(Material provided)

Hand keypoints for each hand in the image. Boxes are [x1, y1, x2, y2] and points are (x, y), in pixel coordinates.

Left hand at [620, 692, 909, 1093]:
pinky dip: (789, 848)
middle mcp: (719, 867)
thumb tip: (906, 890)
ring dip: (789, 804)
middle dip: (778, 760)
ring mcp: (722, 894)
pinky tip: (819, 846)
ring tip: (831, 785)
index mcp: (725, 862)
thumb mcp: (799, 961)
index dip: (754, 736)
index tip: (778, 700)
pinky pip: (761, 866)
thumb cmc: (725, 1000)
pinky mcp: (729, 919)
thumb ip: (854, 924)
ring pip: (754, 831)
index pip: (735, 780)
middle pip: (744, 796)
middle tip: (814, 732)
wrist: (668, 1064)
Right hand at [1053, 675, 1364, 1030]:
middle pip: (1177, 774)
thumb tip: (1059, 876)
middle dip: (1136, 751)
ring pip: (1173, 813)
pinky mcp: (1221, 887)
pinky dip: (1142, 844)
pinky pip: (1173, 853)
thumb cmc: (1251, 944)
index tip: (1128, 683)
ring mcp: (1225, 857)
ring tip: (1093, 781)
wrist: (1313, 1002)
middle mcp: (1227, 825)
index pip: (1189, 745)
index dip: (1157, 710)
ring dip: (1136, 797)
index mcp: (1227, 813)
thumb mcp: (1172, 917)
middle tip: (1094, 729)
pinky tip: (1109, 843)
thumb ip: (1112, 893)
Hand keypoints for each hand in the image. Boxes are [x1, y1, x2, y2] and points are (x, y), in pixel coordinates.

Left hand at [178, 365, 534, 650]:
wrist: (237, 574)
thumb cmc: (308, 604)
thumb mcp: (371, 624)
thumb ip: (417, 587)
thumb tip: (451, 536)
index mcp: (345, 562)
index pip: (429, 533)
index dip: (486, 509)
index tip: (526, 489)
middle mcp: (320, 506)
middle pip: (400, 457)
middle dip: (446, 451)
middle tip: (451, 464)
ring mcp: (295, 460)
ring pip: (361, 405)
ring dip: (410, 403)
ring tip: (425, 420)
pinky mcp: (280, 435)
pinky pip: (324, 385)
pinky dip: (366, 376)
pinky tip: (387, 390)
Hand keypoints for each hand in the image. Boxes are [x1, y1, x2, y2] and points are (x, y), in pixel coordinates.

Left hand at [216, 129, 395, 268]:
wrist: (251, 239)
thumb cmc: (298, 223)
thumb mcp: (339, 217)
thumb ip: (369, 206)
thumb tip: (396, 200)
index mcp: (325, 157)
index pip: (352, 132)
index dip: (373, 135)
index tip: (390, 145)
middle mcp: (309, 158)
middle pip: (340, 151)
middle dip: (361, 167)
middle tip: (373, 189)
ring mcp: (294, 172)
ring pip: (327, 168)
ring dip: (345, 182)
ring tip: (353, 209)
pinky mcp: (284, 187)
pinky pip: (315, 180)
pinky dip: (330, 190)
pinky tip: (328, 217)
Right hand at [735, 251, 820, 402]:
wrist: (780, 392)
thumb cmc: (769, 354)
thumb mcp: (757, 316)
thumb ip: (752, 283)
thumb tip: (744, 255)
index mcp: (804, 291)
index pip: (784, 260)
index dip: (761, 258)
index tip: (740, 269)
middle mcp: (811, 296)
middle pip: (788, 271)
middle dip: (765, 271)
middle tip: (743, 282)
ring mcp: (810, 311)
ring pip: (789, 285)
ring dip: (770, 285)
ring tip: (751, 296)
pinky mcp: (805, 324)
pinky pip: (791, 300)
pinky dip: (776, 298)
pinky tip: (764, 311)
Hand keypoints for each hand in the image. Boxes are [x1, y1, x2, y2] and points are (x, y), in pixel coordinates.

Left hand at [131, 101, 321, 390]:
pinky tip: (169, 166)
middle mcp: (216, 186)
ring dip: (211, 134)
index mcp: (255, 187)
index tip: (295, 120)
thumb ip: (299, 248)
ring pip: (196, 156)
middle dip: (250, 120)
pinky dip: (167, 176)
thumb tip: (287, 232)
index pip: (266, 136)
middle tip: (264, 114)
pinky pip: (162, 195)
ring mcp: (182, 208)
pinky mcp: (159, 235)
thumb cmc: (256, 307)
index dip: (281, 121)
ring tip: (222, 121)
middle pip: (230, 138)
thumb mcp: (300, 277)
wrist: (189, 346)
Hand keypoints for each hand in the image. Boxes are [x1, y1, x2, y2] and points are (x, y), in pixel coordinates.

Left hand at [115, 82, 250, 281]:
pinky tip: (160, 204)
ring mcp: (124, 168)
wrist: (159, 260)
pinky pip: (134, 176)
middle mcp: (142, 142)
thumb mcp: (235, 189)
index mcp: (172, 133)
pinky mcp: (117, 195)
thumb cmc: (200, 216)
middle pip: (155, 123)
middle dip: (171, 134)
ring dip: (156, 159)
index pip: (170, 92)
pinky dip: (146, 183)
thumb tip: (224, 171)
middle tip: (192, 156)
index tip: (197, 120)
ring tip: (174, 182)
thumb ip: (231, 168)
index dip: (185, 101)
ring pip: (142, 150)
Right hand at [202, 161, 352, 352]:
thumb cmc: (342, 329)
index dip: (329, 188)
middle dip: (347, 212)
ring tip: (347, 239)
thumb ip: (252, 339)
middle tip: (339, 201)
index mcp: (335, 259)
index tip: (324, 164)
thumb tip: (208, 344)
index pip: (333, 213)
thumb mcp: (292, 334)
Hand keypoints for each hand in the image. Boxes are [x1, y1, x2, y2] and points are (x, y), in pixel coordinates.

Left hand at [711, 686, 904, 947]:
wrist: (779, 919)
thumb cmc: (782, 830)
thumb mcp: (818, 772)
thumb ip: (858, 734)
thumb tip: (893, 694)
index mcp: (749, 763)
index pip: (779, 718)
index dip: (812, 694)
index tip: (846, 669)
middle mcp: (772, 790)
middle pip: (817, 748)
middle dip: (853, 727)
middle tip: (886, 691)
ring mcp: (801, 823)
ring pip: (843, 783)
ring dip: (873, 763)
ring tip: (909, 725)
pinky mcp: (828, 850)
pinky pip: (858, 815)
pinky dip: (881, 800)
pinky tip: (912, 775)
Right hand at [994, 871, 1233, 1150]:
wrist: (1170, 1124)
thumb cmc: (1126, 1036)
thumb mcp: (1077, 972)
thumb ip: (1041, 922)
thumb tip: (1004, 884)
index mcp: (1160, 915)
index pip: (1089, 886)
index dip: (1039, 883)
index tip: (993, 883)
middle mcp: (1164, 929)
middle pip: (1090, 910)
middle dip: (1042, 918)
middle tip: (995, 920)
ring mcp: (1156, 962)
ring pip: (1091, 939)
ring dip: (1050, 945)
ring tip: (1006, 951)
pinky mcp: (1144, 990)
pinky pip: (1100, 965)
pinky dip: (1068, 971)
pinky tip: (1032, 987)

(End Material provided)

» Required work
Reproduce each entry precisely, so that nothing differs from the original.

» Result of this task
Hand keypoints for each hand in the image. Boxes are [x1, y1, x2, y2] and points are (x, y), in pixel coordinates.

Left hand at [620, 692, 909, 1093]:
pinky dip: (789, 848)
middle mcp: (719, 867)
thumb tip: (906, 890)
ring dip: (789, 804)
middle dip: (778, 760)
ring mcp: (722, 894)
pinky tip: (819, 846)
ring tip: (831, 785)
index mcp: (725, 862)
thumb mcp: (799, 961)
index dip: (754, 736)
index tip: (778, 700)
pinky pip: (761, 866)
thumb cmc: (725, 1000)
pinky mcp: (729, 919)
thumb ip: (854, 924)
ring pip: (754, 831)
index pip: (735, 780)
middle pip: (744, 796)
middle tip: (814, 732)
wrist: (668, 1064)
Right hand at [1053, 675, 1364, 1030]:
middle pip: (1177, 774)
thumb tip: (1059, 876)
middle dip: (1136, 751)
ring pip: (1173, 813)
pinky mcp: (1221, 887)
pinky dip: (1142, 844)
pinky pip: (1173, 853)
thumb cmc: (1251, 944)
index tip: (1128, 683)
ring mcp: (1225, 857)
ring tip: (1093, 781)
wrist: (1313, 1002)
middle mcp: (1227, 825)
index pip: (1189, 745)
index dip: (1157, 710)
ring dip: (1136, 797)
index mcp: (1227, 813)
thumb mcp: (1172, 917)
middle tip: (1094, 729)
pinky tip: (1109, 843)
thumb ip: (1112, 893)
Hand keypoints for each hand in the image. Boxes are [x1, y1, x2, y2] and points are (x, y), in pixel coordinates.

Left hand at [178, 365, 534, 650]:
wrist: (237, 574)
thumb cmc: (308, 604)
thumb mcp: (371, 624)
thumb ip: (417, 587)
thumb tip: (451, 536)
index mcp: (345, 562)
index pip: (429, 533)
index dip: (486, 509)
index tip: (526, 489)
middle mcp: (320, 506)
middle pip: (400, 457)
middle dip: (446, 451)
middle tip: (451, 464)
ring mcp: (295, 460)
ring pip: (361, 405)
ring dip: (410, 403)
ring tip: (425, 420)
pinky mcp: (280, 435)
pinky pip: (324, 385)
pinky dip: (366, 376)
pinky tip: (387, 390)
Hand keypoints for each hand in the image. Boxes are [x1, y1, x2, y2] and points are (x, y), in pixel coordinates.

Left hand at [216, 129, 395, 268]:
wrist: (251, 239)
thumb cmc: (298, 223)
thumb mcp: (339, 217)
thumb ip: (369, 206)
thumb tip: (396, 200)
index mcp: (325, 157)
index pip: (352, 132)
index dip: (373, 135)
index tip: (390, 145)
middle mcp: (309, 158)
middle pip: (340, 151)
middle dip: (361, 167)
middle tip: (373, 189)
ring mcp: (294, 172)
ring pip: (327, 168)
ring dip: (345, 182)
ring tip: (353, 209)
pinky mcp: (284, 187)
pinky pip: (315, 180)
pinky dip: (330, 190)
pinky tip: (328, 217)
Right hand at [735, 251, 820, 402]:
wrist: (780, 392)
thumb cmc: (769, 354)
thumb mcp: (757, 316)
thumb ip: (752, 283)
thumb tip: (744, 255)
index mcp: (804, 291)
index pip: (784, 260)
index dip: (761, 258)
index tip: (740, 269)
middle mcp: (811, 296)
middle pip: (788, 271)
middle dip: (765, 271)
middle tip: (743, 282)
ring mcp: (810, 311)
ring pip: (789, 285)
ring dip: (770, 285)
ring tip: (751, 296)
pinky mcp: (805, 324)
pinky pip: (791, 300)
pinky dip: (776, 298)
pinky tip: (764, 311)
Hand keypoints for each hand in the image. Boxes are [x1, y1, x2, y2] and points are (x, y), in pixel coordinates.

Left hand at [131, 101, 321, 390]:
pinky tip: (169, 166)
middle mcp: (216, 186)
ring dip: (211, 134)
index mcp: (255, 187)
index tip: (295, 120)
thumb ip: (299, 248)
ring pip: (196, 156)
middle dip: (250, 120)
pinky dip: (167, 176)
thumb tip: (287, 232)
index pip: (266, 136)
middle tip: (264, 114)
pinky pip: (162, 195)
ring mcp: (182, 208)
pinky mcp: (159, 235)
thumb cmc: (256, 307)
index dip: (281, 121)
ring tip: (222, 121)
middle pip: (230, 138)
thumb mcp: (300, 277)
wrist: (189, 346)
Hand keypoints for each hand in the image. Boxes are [x1, y1, x2, y2] and points are (x, y), in pixel coordinates.

Left hand at [115, 82, 250, 281]:
pinky tip: (160, 204)
ring mcp: (124, 168)
wrist: (159, 260)
pinky pip: (134, 176)
middle mcp: (142, 142)
thumb mcp: (235, 189)
index mcp: (172, 133)
pinky mcp: (117, 195)
thumb cmc: (200, 216)
middle pip: (155, 123)
middle dip: (171, 134)
ring dip: (156, 159)
index pip: (170, 92)
pinky dip: (146, 183)
thumb tip: (224, 171)
middle tip: (192, 156)
index tip: (197, 120)
ring tip: (174, 182)
thumb ip: (231, 168)
index dip: (185, 101)
ring pip: (142, 150)
Right hand at [202, 161, 352, 352]:
thumb cmc: (342, 329)
index dip: (329, 188)
middle dip: (347, 212)
ring tip: (347, 239)
thumb ip: (252, 339)
middle tip: (339, 201)
index mcp: (335, 259)
index tip: (324, 164)
thumb tip: (208, 344)
index pip: (333, 213)
thumb mcp: (292, 334)
Hand keypoints for each hand in the image. Boxes are [x1, y1, x2, y2] and points are (x, y), in pixel coordinates.

Left hand at [711, 686, 904, 947]:
wrist: (779, 919)
thumb cmc: (782, 830)
thumb mcp: (818, 772)
thumb ip: (858, 734)
thumb tip: (893, 694)
index mcp: (749, 763)
index pip: (779, 718)
index dip: (812, 694)
index tip: (846, 669)
middle mcp: (772, 790)
middle pip: (817, 748)
middle dip: (853, 727)
middle tip: (886, 691)
ring mcp: (801, 823)
ring pip: (843, 783)
ring dip: (873, 763)
ring tip: (909, 725)
pinky mcp: (828, 850)
pinky pip: (858, 815)
pinky dip: (881, 800)
pinky tip: (912, 775)
Right hand at [994, 871, 1233, 1150]:
wrist: (1170, 1124)
thumb cmc: (1126, 1036)
thumb mcp: (1077, 972)
thumb ip: (1041, 922)
thumb tip: (1004, 884)
index mcp: (1160, 915)
index pip: (1089, 886)
index dip: (1039, 883)
index tip: (993, 883)
middle mcp: (1164, 929)
middle pip: (1090, 910)
middle dip: (1042, 918)
middle tip: (995, 920)
ring mcp: (1156, 962)
ring pip: (1091, 939)
ring dip: (1050, 945)
ring tip: (1006, 951)
pinky mcp: (1144, 990)
pinky pip: (1100, 965)
pinky dip: (1068, 971)
pinky tip: (1032, 987)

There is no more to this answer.